Find articles from my Blog Archive:

Thursday 4 April 2013

Down with multi-channel!

I often hear the whisper of multi-channel architecture in the banking world. It's a common assumption that banks should strive to achieve some form of common architecture across the various channels such as Internet, telephone, branch, etc. We hear that customers want to be able to transact business in the same way, regardless of channel. They should be able to start a process (like applying for a loan) in one channel and complete it in another. It's a basic customer requirement and banks should be responding, we are told.

Except I don't believe any of this. Customers don't want this at all. Its people like IT architects who think customers ought to want it. But they don't want it at all, in my humble opinion.

Most normal people have a preference for one channel and stick with that. I bank with First Direct and did so when they launched with only one channel, telephone. They have added Internet since, but frankly its rubbish. My wife uses a branch, quaint though I find this. Neither of us stray from our chosen channels and I think most people are the same - we all gravitate to one mode of working that suits us. The myth of customers requiring multi-channel is exactly that: a myth. Note that I use the words 'most' and 'normal'.

Sure, there are some people who want multi-channel. But they are mostly IT Architect types; people who like organising the world and designing the perfect solution. But the world's not organised and attempts to make it so are futile.

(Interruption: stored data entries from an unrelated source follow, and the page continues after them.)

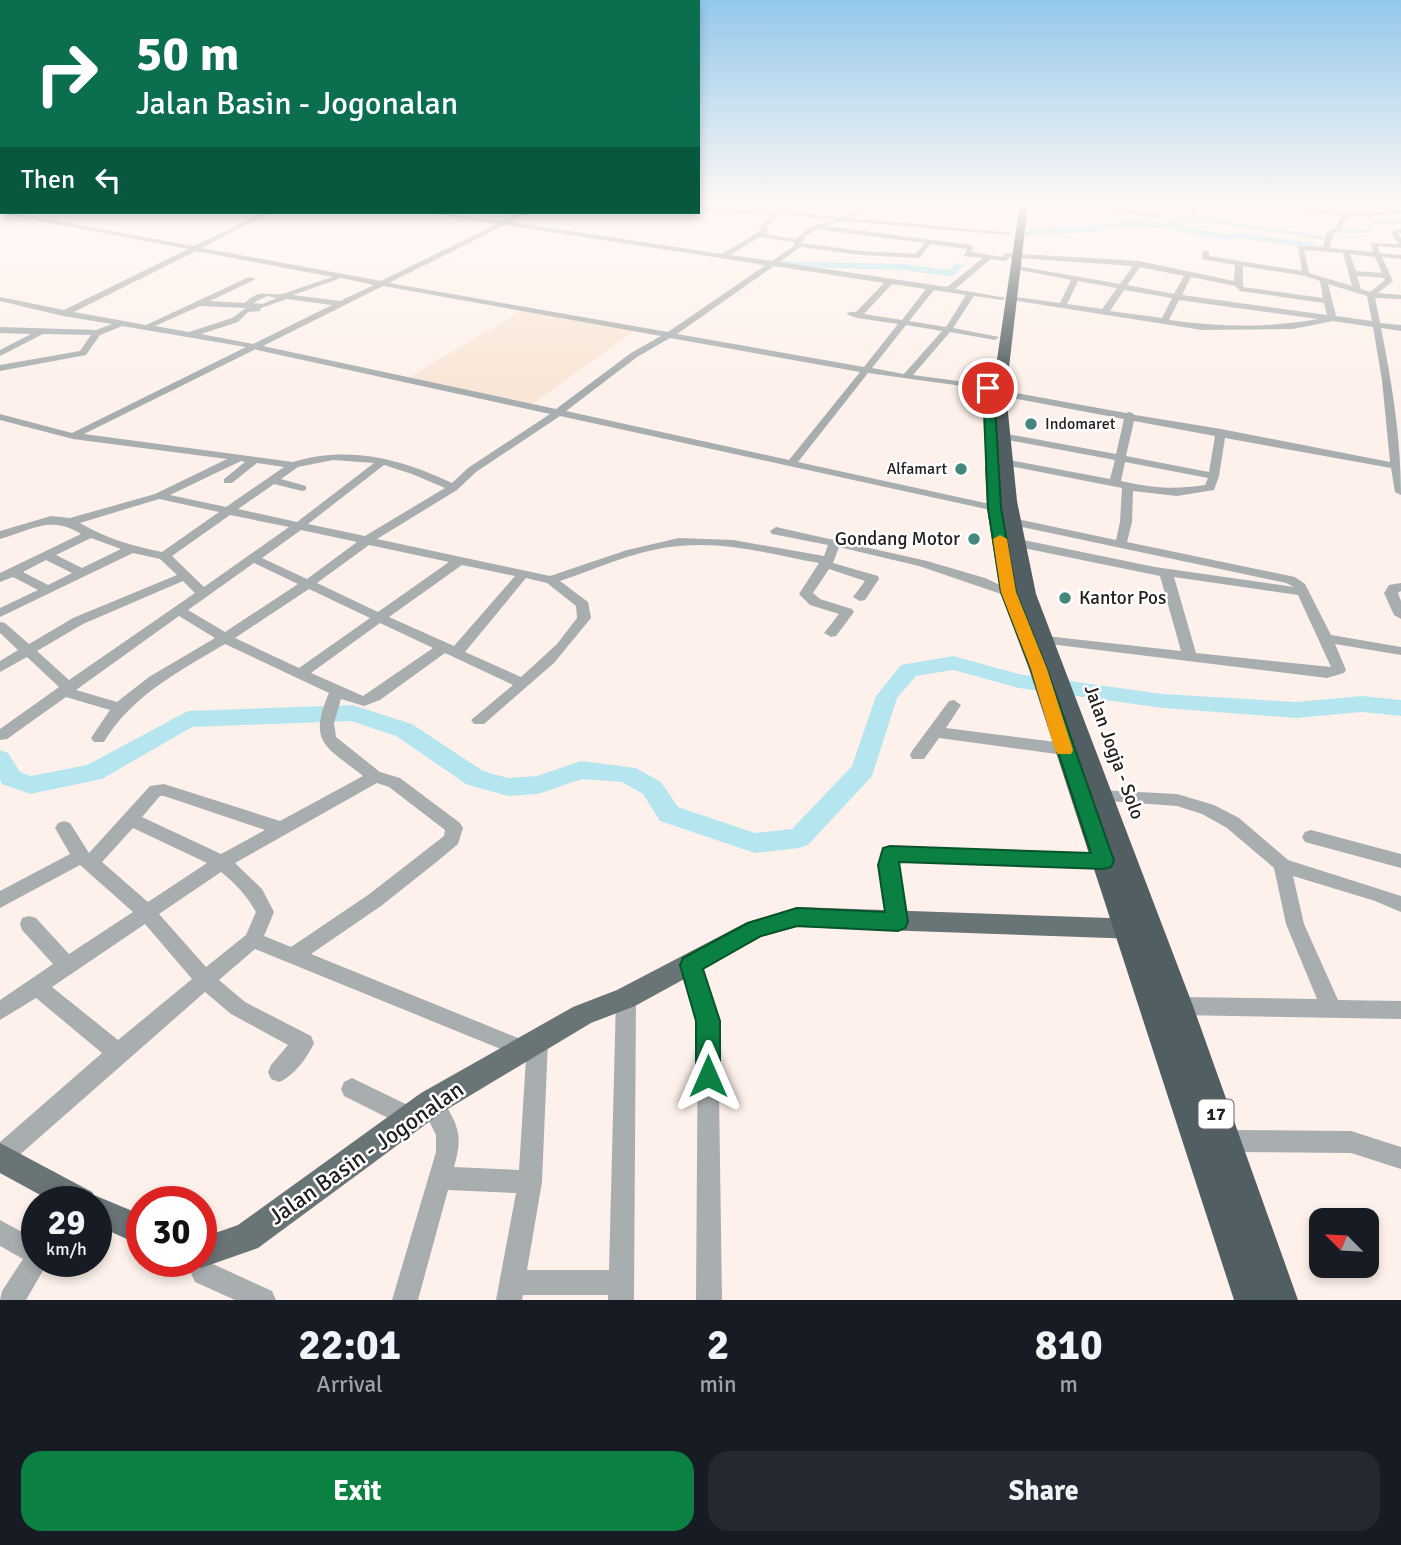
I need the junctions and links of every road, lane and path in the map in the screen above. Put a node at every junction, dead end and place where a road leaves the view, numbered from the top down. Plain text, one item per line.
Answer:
1 (163, 265) edge
2 (284, 265) edge
3 (421, 265) edge
4 (772, 265) edge
5 (778, 265) edge
6 (996, 265) edge
7 (1006, 265) edge
8 (1027, 265) edge
9 (1138, 265) edge
10 (1146, 265) edge
11 (1239, 265) edge
12 (1256, 265) edge
13 (1303, 265) edge
14 (1350, 265) edge
15 (1382, 265) edge
16 (1352, 273) junction
17 (1306, 274) junction
18 (1188, 275) junction
19 (343, 276) junction
20 (1387, 276) junction
21 (1076, 278) junction
22 (252, 279) dead end
23 (1323, 279) junction
24 (890, 281) junction
25 (383, 284) junction
26 (1238, 284) junction
27 (238, 286) junction
28 (932, 288) junction
29 (1123, 288) junction
30 (1357, 289) junction
31 (949, 290) junction
32 (1249, 291) junction
33 (290, 293) junction
34 (971, 294) junction
35 (1371, 295) junction
36 (1177, 297) junction
37 (1401, 297) edge
38 (1007, 298) junction
39 (0, 299) edge
40 (1326, 301) junction
41 (197, 303) junction
42 (343, 304) junction
43 (247, 305) junction
44 (263, 306) junction
45 (1062, 306) junction
46 (1247, 307) junction
47 (1104, 313) junction
48 (63, 314) junction
49 (1332, 319) junction
50 (124, 322) junction
51 (1164, 322) junction
52 (905, 323) junction
53 (1377, 324) junction
54 (149, 326) junction
55 (1246, 327) junction
56 (1401, 328) edge
57 (0, 330) edge
58 (947, 331) junction
59 (41, 332) junction
60 (97, 333) junction
61 (192, 334) junction
62 (669, 335) junction
63 (995, 337) junction
64 (257, 347) junction
65 (0, 353) edge
66 (0, 368) edge
67 (866, 369) junction
68 (906, 377) junction
69 (994, 391) junction
70 (556, 414) junction
71 (1130, 415) junction
72 (0, 417) edge
73 (1221, 432) junction
74 (73, 436) junction
75 (1002, 436) junction
76 (1398, 442) edge
77 (239, 458) junction
78 (1122, 458) junction
79 (254, 460) junction
80 (382, 462) junction
81 (1004, 462) junction
82 (791, 464) junction
83 (294, 465) junction
84 (1399, 466) edge
85 (1214, 476) junction
86 (273, 480) junction
87 (228, 481) dead end
88 (1115, 483) junction
89 (1128, 486) junction
90 (302, 488) dead end
91 (453, 488) junction
92 (1401, 492) edge
93 (159, 496) junction
94 (995, 508) junction
95 (229, 513) junction
96 (70, 522) junction
97 (1012, 522) junction
98 (300, 525) junction
99 (776, 531) dead end
100 (90, 534) junction
101 (0, 535) edge
102 (369, 539) junction
103 (1014, 542) junction
104 (835, 543) junction
105 (1121, 544) junction
106 (132, 550) junction
107 (47, 556) junction
108 (164, 556) junction
109 (252, 558) junction
110 (460, 560) junction
111 (827, 562) junction
112 (14, 572) junction
113 (82, 573) junction
114 (1166, 573) junction
115 (523, 574) junction
116 (183, 577) junction
117 (0, 578) edge
118 (551, 580) junction
119 (308, 584) junction
120 (1401, 587) edge
121 (48, 590) junction
122 (1009, 592) junction
123 (1303, 592) junction
124 (203, 593) junction
125 (860, 597) dead end
126 (178, 610) junction
127 (1400, 610) edge
128 (0, 613) edge
129 (379, 618) junction
130 (0, 626) edge
131 (831, 633) dead end
132 (225, 638) junction
133 (1326, 638) junction
134 (1046, 640) junction
135 (451, 649) junction
136 (29, 650) junction
137 (1401, 651) edge
138 (1190, 657) junction
139 (0, 667) edge
140 (1047, 670) junction
141 (301, 673) junction
142 (523, 684) junction
143 (67, 689) junction
144 (335, 697) junction
145 (954, 705) dead end
146 (120, 708) junction
147 (1060, 710) junction
148 (480, 720) dead end
149 (936, 732) junction
150 (2, 735) edge
151 (99, 738) dead end
152 (1064, 749) junction
153 (918, 755) dead end
154 (375, 777) junction
155 (1100, 796) junction
156 (132, 820) junction
157 (64, 828) dead end
158 (280, 828) junction
159 (1311, 837) dead end
160 (86, 860) junction
161 (1104, 861) junction
162 (1401, 861) edge
163 (222, 862) junction
164 (1282, 865) junction
165 (0, 900) edge
166 (1401, 904) edge
167 (147, 913) junction
168 (898, 922) junction
169 (29, 924) dead end
170 (1139, 929) junction
171 (253, 940) junction
172 (292, 956) junction
173 (691, 965) junction
174 (68, 967) junction
175 (205, 981) junction
176 (37, 987) junction
177 (626, 998) junction
178 (1179, 1006) junction
179 (1332, 1010) junction
180 (1401, 1010) edge
181 (0, 1011) edge
182 (517, 1043) junction
183 (118, 1053) junction
184 (279, 1072) dead end
185 (352, 1089) dead end
186 (431, 1102) junction
187 (410, 1118) junction
188 (1226, 1141) junction
189 (0, 1157) edge
190 (1401, 1158) edge
191 (440, 1178) junction
192 (530, 1182) junction
193 (52, 1186) edge
194 (0, 1233) edge
195 (21, 1245) edge
196 (217, 1247) edge
197 (26, 1277) edge
198 (213, 1277) edge
199 (510, 1291) edge
200 (621, 1292) edge
201 (11, 1300) edge
202 (263, 1300) edge
203 (405, 1300) edge
204 (709, 1300) edge
205 (1251, 1300) edge
206 (1281, 1300) edge

1 - 48 street
2 - 19 street
3 - 25 street
4 - 62 street
5 - 24 street
6 - 31 street
7 - 38 highway, Jalan Jogja - Solo / 17
8 - 21 street
9 - 29 street
10 - 18 street
11 - 26 street
12 - 17 street
13 - 17 street
14 - 16 street
15 - 20 street
16 - 20 street
16 - 30 street
17 - 23 street
18 - 26 street
18 - 36 street
19 - 25 street
19 - 33 street
20 - 35 street
21 - 29 street
21 - 45 street
22 - 27 street
23 - 30 street
23 - 40 street
24 - 28 street
24 - 52 street
25 - 42 street
25 - 62 street
26 - 32 street
27 - 33 street
27 - 41 street
28 - 31 street
28 - 52 street
29 - 36 street
29 - 47 street
30 - 35 street
31 - 34 street
32 - 40 street
32 - 46 street
33 - 42 street
33 - 43 street
33 - 44 street
34 - 38 street
34 - 58 street
35 - 37 street
35 - 53 street
36 - 46 street
36 - 51 street
38 - 45 street
38 - 63 highway, Jalan Jogja - Solo / 17
38 - 69 highway, Jalan Jogja - Solo / 17
39 - 48 street
40 - 49 street
41 - 43 street
41 - 54 street
42 - 64 street
43 - 44 street
44 - 61 street
45 - 47 street
46 - 49 street
46 - 55 street
47 - 51 street
48 - 50 street
49 - 53 street
49 - 55 street
50 - 54 street
50 - 60 street
51 - 55 street
52 - 58 street
52 - 67 street
53 - 56 street
53 - 76 street
54 - 61 street
57 - 59 street
58 - 63 street
58 - 68 street
59 - 60 street
59 - 65 street
60 - 66 street
61 - 64 street
62 - 67 street
62 - 70 street
63 - 69 highway, Jalan Jogja - Solo / 17
64 - 70 street
64 - 74 street
67 - 68 street
67 - 82 street
68 - 69 street
69 - 71 street
69 - 75 highway, Jalan Jogja - Solo / 17
69 - 94 highway, Jalan Jogja - Solo / 17
70 - 82 street
70 - 91 street
71 - 73 street
71 - 78 street
72 - 74 street
73 - 84 street
73 - 85 street
74 - 77 street
75 - 78 street
75 - 81 highway, Jalan Jogja - Solo / 17
76 - 84 street
77 - 79 street
77 - 93 street
78 - 85 street
78 - 88 street
79 - 83 street
79 - 87 street
80 - 83 street
80 - 91 street
80 - 98 street
81 - 88 street
81 - 97 highway, Jalan Jogja - Solo / 17
82 - 94 street
83 - 86 street
84 - 92 street
85 - 89 street
86 - 90 street
86 - 95 street
88 - 89 street
89 - 105 street
91 - 102 street
93 - 95 street
93 - 96 street
94 - 122 highway, Jalan Jogja - Solo / 17
95 - 98 street
95 - 108 street
96 - 100 street
96 - 101 street
97 - 103 highway, Jalan Jogja - Solo / 17
97 - 105 street
98 - 102 street
98 - 109 street
99 - 104 street
100 - 106 street
100 - 107 street
102 - 110 street
102 - 119 street
103 - 114 street
103 - 134 highway, Jalan Jogja - Solo / 17
104 - 111 street
104 - 122 street
105 - 123 street
106 - 108 street
106 - 113 street
107 - 112 street
107 - 113 street
108 - 116 street
109 - 119 street
109 - 124 street
110 - 115 street
110 - 129 street
111 - 118 street
111 - 125 street
111 - 131 street
112 - 117 street
112 - 121 street
113 - 121 street
114 - 123 street
114 - 138 street
115 - 118 street
115 - 135 street
116 - 124 street
116 - 136 street
118 - 142 street
119 - 129 street
119 - 132 street
120 - 127 street
121 - 128 street
122 - 140 highway, Jalan Jogja - Solo / 17
123 - 133 street
124 - 126 street
126 - 132 street
126 - 143 street
129 - 135 street
129 - 141 street
130 - 136 street
132 - 141 street
132 - 146 street
133 - 137 street
133 - 138 street
134 - 138 street
134 - 140 highway, Jalan Jogja - Solo / 17
135 - 142 street
135 - 144 street
136 - 139 street
136 - 143 street
140 - 147 highway, Jalan Jogja - Solo / 17
141 - 144 street
142 - 148 street
143 - 146 street
143 - 150 street
144 - 154 street
145 - 149 street
146 - 151 street
147 - 152 highway, Jalan Jogja - Solo / 17
147 - 155 highway, Jalan Jogja - Solo / 17
149 - 152 street
149 - 153 street
152 - 161 highway, Jalan Jogja - Solo / 17
154 - 158 street
154 - 172 street
155 - 164 street
155 - 170 highway, Jalan Jogja - Solo / 17
156 - 158 street
156 - 160 street
156 - 163 street
157 - 160 street
158 - 163 street
159 - 162 street
160 - 165 street
160 - 167 street
161 - 168 street
161 - 170 highway, Jalan Jogja - Solo / 17
163 - 167 street
163 - 171 street
164 - 166 street
164 - 179 street
167 - 174 street
167 - 175 street
168 - 170 main road, Jalan Basin - Jogonalan
168 - 173 main road, Jalan Basin - Jogonalan
169 - 174 street
170 - 178 highway, Jalan Jogja - Solo / 17
170 - 205 highway, Jalan Jogja - Solo / 17
171 - 172 street
171 - 175 street
172 - 182 street
173 - 177 main road, Jalan Basin - Jogonalan
173 - 204 street
174 - 176 street
175 - 183 street
175 - 184 street
176 - 181 street
176 - 183 street
177 - 182 main road, Jalan Basin - Jogonalan
177 - 200 street
178 - 179 street
178 - 188 highway, Jalan Jogja - Solo / 17
179 - 180 street
182 - 186 main road, Jalan Basin - Jogonalan
182 - 192 street
183 - 189 street
185 - 187 street
186 - 187 main road, Jalan Basin - Jogonalan
186 - 191 street
187 - 196 main road, Jalan Basin - Jogonalan
188 - 190 street
188 - 206 highway, Jalan Jogja - Solo / 17
189 - 193 main road
191 - 192 street
191 - 203 street
192 - 199 street
194 - 195 street
197 - 201 street
198 - 202 street
199 - 200 street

Some might say that even if the requirement for multi-channel isn't strong, surely its still something that should be implemented if the technology allows? My answer: no, not really. You see there are a number of large issues with this notion:

  • To have multi-channel you need some form of technology or architectural commonality between the channels. For most banks this is a virtual impossibility: their different channel systems were implemented on different vintages of technology at different points in time. Getting the budget and political willingness in a large organisation to resolve this across a sprawling IT estate is simply impractical.
  • Implementing multi-channel, even if you could get the budget, is a big undertaking. It sucks resource and focuses the mental effort of the organisation on internal IT Architecture instead of delivering real customer value on things those customers actually care about. Resource and budget are finite. Which do customers care more about: achieving multi-channel or delivering radical new function like the ability to photograph a cheque on a smartphone and deposit that photograph, avoiding a trip to the branch to pay in the physical cheque, for example? My bet is customers would always vote with the new capabilities.

When First Direct launched it had a single channel, the telephone. It presented a radical new way of banking, by ditching the branch. Customers loved it. Its single-minded focus on doing one thing well has meant that, even 20+ years later, it still tops any survey of customer opinion. First Direct has achieved this through focus, not through trying to do everything in every channel.

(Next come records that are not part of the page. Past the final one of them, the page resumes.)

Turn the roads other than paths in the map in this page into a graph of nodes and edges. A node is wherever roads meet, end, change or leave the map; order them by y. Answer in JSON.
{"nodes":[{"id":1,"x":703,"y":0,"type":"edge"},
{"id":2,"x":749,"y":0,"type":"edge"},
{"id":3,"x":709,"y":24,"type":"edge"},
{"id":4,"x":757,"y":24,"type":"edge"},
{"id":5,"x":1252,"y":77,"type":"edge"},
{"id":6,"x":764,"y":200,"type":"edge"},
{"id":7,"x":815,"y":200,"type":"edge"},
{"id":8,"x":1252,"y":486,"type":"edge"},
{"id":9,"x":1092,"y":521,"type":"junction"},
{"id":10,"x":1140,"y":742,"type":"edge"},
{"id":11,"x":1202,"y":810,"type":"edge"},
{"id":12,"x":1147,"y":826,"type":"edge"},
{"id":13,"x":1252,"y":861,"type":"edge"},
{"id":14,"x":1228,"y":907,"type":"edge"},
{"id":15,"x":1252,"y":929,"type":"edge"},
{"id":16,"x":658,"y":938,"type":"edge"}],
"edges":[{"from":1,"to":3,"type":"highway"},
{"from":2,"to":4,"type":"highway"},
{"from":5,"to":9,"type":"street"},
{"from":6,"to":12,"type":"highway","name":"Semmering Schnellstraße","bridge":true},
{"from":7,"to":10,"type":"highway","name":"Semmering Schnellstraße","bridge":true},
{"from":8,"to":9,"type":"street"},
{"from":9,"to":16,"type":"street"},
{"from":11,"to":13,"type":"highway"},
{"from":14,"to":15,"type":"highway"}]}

Today we are on the verge of a similar transformation of retail banking - with this time mobile as the catalyst. But mobile is different. It enables entirely new capabilities, like mobile cheque deposit, that transform bank capabilities. Customers are hungry to see those new things implemented. What we see today, and especially so in the UK, is a very basic mobile service. I can't begin to explain how disappointing the mobile service of ALL the UK banks is. It's the duty of banks not to naval gaze over the IT Architecture of those very basic services, but to get on and implement the radical new mobile services that will mean we have no use for the other channels. I can't imagine why I would use any other channels if mobile was done well - and I'm sure I'm not alone.

Anything that slows a bank's ability to deliver these new mobile capabilities is evil. In my book, multi-channel is one of those things. It's the opposite of focus, its an attempts to do everything equally well. Except 'equally well' ends up being 'equally slowly' and 'equally poorly'. First Direct didn't perfect telephone banking by being multi-channel, they achieved it by focussing deeply on perfecting a single channel. Its time banks did the same for mobile, and in the process dumped aspirational thoughts of multi-channel. As customers, we want cutting-edge mobile capabilities and we want them now! We don't want an ability to start a process in one channel and complete it in another; we want an ability to do everything in mobile.

So, I say "down with multi-channel"! You were a nice thought, but your time has passed. Priorities have moved on. Banks need to focus on mobile. Their first attempts were disappointing and uninspired. They can't afford to slow mobile even more by polluting it with requirements to reinvent legacy channels at the same time. Its time to focus! As consumers we're looking for the First Direct of mobile. Who will it be?

2 comments :

  1. I can see your point in general for banking. I always use internet banking and am frustrated that I now have an account that is only operable on the phone. However it is good that in emergencies I can access the internet account via the phone.
    But I definitely think that multichannel is crucial for retail (ie shopping not retail banking).

    ReplyDelete
  2. I think you're saying that you always want to do the same thing in the same way. However 'transacting business' is not about always doing the same thing. I may prefer to check my balance on the phone as this is quite convenient when I'm in a shop about to make a big purchase. Similarly I may like to make a transfer to someone I've dealt with before on the phone. However when I want to look at all my direct debits and think about cancelling some, or search for how sky have changed my payments over the last year, then I want to use a PC - I can tell you from experience that doing these things on the phone takes forever.